#scikit-learn #pipeline #sklearn-pandas
#scikit-learn #конвейер #sklearn-pandas
Вопрос:
Я определил пользовательский tansformer, который принимает фрейм данных pandas, применяет функцию только к одному столбцу и оставляет все остальные столбцы нетронутыми. Трансформатор работает нормально во время тестирования, но не тогда, когда я включаю его как часть конвейера.
Вот трансформатор:
import re
from sklearn.base import BaseEstimator, TransformerMixin
class SynopsisCleaner(BaseEstimator, TransformerMixin):
def __init__(self):
return None
def fit(self, X, y=None, **fit_params):
# nothing to learn from data.
return self
def clean_text(self, text):
text = text.lower()
text = re.sub(r'@[a-zA-Z0-9_] ', '', text)

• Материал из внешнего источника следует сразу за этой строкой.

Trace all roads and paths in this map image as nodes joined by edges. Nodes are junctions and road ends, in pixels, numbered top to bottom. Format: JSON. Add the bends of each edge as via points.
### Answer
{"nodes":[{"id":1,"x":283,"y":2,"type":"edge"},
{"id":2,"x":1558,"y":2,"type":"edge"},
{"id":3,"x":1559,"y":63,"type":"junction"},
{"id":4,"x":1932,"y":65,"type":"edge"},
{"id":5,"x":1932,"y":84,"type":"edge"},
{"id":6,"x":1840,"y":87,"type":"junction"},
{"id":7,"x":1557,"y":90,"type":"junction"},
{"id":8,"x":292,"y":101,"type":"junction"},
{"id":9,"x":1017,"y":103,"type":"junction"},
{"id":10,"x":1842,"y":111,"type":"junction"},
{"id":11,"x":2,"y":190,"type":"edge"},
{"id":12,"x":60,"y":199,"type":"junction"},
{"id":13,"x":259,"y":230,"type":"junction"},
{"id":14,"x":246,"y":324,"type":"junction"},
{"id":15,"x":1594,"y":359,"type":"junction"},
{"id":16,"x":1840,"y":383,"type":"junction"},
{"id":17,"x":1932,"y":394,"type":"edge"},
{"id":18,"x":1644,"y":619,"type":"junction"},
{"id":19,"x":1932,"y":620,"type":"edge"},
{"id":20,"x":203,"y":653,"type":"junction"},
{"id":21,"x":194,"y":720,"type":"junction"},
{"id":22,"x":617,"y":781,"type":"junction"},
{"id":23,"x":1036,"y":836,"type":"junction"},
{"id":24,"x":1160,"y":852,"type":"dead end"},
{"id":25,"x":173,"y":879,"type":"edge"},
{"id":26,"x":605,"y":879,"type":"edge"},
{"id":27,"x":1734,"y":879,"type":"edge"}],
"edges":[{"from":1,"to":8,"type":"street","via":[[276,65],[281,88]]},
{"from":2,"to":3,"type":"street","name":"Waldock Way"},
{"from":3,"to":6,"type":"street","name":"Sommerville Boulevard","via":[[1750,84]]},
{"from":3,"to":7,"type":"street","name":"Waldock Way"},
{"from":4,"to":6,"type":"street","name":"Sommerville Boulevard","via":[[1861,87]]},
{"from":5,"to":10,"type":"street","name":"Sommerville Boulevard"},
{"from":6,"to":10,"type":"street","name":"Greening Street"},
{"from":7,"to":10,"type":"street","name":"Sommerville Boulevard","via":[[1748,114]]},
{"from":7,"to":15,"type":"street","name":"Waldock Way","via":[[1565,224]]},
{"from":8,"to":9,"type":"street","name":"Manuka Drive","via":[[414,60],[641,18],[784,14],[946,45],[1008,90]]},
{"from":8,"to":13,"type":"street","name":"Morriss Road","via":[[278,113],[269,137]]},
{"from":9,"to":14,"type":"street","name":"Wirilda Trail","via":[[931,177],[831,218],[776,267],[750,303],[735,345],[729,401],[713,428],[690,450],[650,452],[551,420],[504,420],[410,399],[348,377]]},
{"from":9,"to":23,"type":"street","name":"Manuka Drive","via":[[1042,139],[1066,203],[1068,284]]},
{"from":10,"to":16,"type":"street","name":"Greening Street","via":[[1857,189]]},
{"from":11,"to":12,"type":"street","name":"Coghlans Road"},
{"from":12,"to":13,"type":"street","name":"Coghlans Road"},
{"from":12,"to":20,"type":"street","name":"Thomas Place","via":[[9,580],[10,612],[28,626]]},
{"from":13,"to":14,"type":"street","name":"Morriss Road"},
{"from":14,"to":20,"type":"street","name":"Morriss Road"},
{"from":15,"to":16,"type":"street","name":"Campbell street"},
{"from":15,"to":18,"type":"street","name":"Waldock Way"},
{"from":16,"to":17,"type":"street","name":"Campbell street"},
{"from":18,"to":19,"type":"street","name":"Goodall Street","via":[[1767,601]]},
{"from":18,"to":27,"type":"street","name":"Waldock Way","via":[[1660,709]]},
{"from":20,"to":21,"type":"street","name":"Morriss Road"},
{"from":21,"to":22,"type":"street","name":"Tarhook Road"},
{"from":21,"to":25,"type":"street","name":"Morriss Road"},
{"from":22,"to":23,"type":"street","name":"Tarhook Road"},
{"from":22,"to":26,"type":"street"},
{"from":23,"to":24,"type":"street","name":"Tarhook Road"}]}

text = re.sub(r'https?://[A-Za-z0-9./] ', '', text)
text = re.sub(r'www.[^ ] ', '', text)
text = re.sub(r'[a-zA-Z0-9]*www[a-zA-Z0-9]*com[a-zA-Z0-9]*', '', text)
text = re.sub(r'[^a-zA-Z]', ' ', text)
text = [token for token in text.split() if len(token) > 2]
text = ' '.join(text)
return text
def transform(self, X, y=None, **fit_params):
for i in range(X.shape[0]):
X[i] = self.clean_text(X[i])
return X
Когда я тестирую его вручную таким образом, он работает так, как ожидалось.
train_synopsis = SynopsisCleaner().transform(train_data['Synopsis'])
Но, когда я включаю его как часть конвейера sklearn:
from sklearn.compose import ColumnTransformer
from sklearn.pipeline import Pipeline
# part 1: defining a column transformer that learns on only one column and transforms it
synopsis_clean_col_tran = ColumnTransformer(transformers=[('synopsis_clean_col_tran', SynopsisCleaner(), ['Synopsis'])],
# set remainder to passthrough to pass along all the un-specified columns untouched to the next steps
remainder='passthrough')
# make a pipeline now with all the steps
pipe_1 = Pipeline(steps=[('synopsis_cleaning', synopsis_clean_col_tran)])
pipe_1.fit(train_data)
Я получаю KeyError, как показано ниже:
---------------------------------------------------------------------------
KeyError Traceback (most recent call last)
/usr/local/lib/python3.6/dist-packages/pandas/core/indexes/base.py in get_loc(self, key, method, tolerance)
2890 try:
-> 2891 return self._engine.get_loc(casted_key)
2892 except KeyError as err:
pandas/_libs/index.pyx in pandas._libs.index.IndexEngine.get_loc()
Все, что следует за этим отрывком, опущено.